The output frequency of the unit is located in the 14-megacycle amateur band. The station was operated by Wardel Mitchel, W8SYK, during experiments. (Don't forget FCC regulations with respect to unmodulated carriers. Editor) The output of the final amplifier is coupled to the output circuit by a coaxial cable RG-11/U. This coupling circuit is so designed as to prevent the 3,000-volt d.c. to the final amplifier tuning tank from getting into the flame output circuit. Refer again to Fig. 1. It is important to maintain a very high Q in the output circuit where the rod to be burned is placed.

Fig. 2 — Copper wire, steel drill and iron clothesline after burning. The single strand of clothesline was observed to burn down one inch in ten seconds.

To find the right place to put the rod to be burned on the output tank I suggest that a large highly insulated screwdriver be touched to the high-voltage point to find the place where the largest arc is drawn off. Be very careful, as an r.f. burn is bad and will jump as far as an inch to one's hand. Keep your hand back on the handle!

Tuning is the same as that of any transmitter except I recommend that the final amplifier and output tuning tanks be tuned with the final amplifier plate current off. It is well known that the final amplifier plate current can be tuned by watching the very small dip in the final plate current meter even though near zero. The output tank can be tuned the same way after the rod to be burned is properly placed except we tune the output tank for the least amount of movement of the plate current meter when it is dipped by the final plate tank capacitor. After the current is turned on, touch up the final and output tanks by regular methods for the best resonance.

When resonance is reached, the end point of the metal or glass rod will burst into fire. The coupling from the final amplifier tank to the output tank can also be tuned for more or less coupling. The greatest coupling does not always make the biggest flame. About one half coupling is recommended for maximum Q.

Why does the glass or metal rod act as it does? When a parallel-resonant circuit is tuned to resonance it has a very high impedance and consequently a high voltage across it. If the Q of our circuit is high then there will be a very high voltage at a very low current. across the output tank at resonance.
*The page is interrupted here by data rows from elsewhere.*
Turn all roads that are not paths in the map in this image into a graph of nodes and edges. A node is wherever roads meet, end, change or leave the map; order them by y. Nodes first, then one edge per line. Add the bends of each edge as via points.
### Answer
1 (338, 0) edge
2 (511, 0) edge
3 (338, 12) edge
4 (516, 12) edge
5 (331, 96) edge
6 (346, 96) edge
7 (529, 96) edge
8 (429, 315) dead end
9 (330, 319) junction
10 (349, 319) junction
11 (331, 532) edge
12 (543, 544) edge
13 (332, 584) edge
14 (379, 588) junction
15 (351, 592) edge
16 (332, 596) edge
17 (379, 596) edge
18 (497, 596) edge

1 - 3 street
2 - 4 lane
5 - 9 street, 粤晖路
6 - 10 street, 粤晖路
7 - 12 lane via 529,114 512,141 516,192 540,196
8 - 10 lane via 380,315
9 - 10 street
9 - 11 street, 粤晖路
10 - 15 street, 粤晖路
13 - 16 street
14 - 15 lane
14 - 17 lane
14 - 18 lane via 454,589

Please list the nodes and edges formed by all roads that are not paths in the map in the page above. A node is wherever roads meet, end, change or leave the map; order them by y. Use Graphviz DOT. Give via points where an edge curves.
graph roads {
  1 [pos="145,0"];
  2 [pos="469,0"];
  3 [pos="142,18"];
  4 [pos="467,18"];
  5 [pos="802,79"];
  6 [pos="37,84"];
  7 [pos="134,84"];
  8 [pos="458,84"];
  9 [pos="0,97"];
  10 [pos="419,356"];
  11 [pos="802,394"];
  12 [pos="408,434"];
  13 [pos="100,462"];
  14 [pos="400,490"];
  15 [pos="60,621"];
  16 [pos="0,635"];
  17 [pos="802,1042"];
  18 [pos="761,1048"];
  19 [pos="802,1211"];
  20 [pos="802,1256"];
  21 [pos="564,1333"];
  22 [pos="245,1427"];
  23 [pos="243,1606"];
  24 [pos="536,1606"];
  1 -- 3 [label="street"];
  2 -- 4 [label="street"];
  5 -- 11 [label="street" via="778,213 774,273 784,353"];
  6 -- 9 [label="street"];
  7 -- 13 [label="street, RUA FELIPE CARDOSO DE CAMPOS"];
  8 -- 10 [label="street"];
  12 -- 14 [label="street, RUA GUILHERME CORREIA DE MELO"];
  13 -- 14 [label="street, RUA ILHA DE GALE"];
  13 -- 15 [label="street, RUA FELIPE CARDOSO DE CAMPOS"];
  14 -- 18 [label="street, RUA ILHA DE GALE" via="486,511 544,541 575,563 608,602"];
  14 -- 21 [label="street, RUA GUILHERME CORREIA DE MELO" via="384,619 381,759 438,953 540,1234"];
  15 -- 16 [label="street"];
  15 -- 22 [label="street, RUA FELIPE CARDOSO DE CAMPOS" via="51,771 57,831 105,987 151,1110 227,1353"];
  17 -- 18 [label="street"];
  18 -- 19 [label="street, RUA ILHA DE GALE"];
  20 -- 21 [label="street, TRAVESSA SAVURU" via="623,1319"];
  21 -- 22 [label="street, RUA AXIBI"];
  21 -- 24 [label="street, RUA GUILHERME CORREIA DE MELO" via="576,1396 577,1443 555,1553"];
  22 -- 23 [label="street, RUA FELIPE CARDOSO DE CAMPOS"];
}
This voltage is in the millions. Oscillating at 14 megacycles, there is no way to radiate this high power. A small six-inch rod when placed at this point offers very little impedance to the resonant tank; therefore the Q of the circuit is not affected and the high voltage will be at the end point of the rod. This high-potential energy has no place to go other than out the end point of the rod into the air. As this energy is rushing out the small end point of the rod the rod is bound to get hot. It appears that it is not the current that is making the rod hot enough to burn, but the high voltage constantly pounding away at 14,000,000 times per second. Almost anything would get hot if you pounded it at that pressure and frequency!

The temperature of the flame depends on the type of metal burning. Metals with a higher melting point will take a fraction of a second longer to reach that melting point. As long as a metal has not reached its melting point its end point remains small, giving the energy leaving it a small path out, but when its melting point is reached, the end is much larger and offers less resistance to the outgoing energy and the temperature will stay at the vapor and melting point of the metal used.

The only factor that would seem to limit the temperatures that may be attained would be the amount of energy used and the pressure behind it. In this experiment 1,000 watts appear to be sufficient to burn almost any metal.

Upon closer examination of the contents of the flame it was found to contain vapor of the element that was emitting the flame as well as a mixture of the oxide of that element. The light that comes from the flame is that which is given off from any metal when it burns, plus some ionization of the vapor by the r.f. in the tank circuit.

END

* patent pending

Editor note: See the follow-up article in Radio Electronics of February, 1953.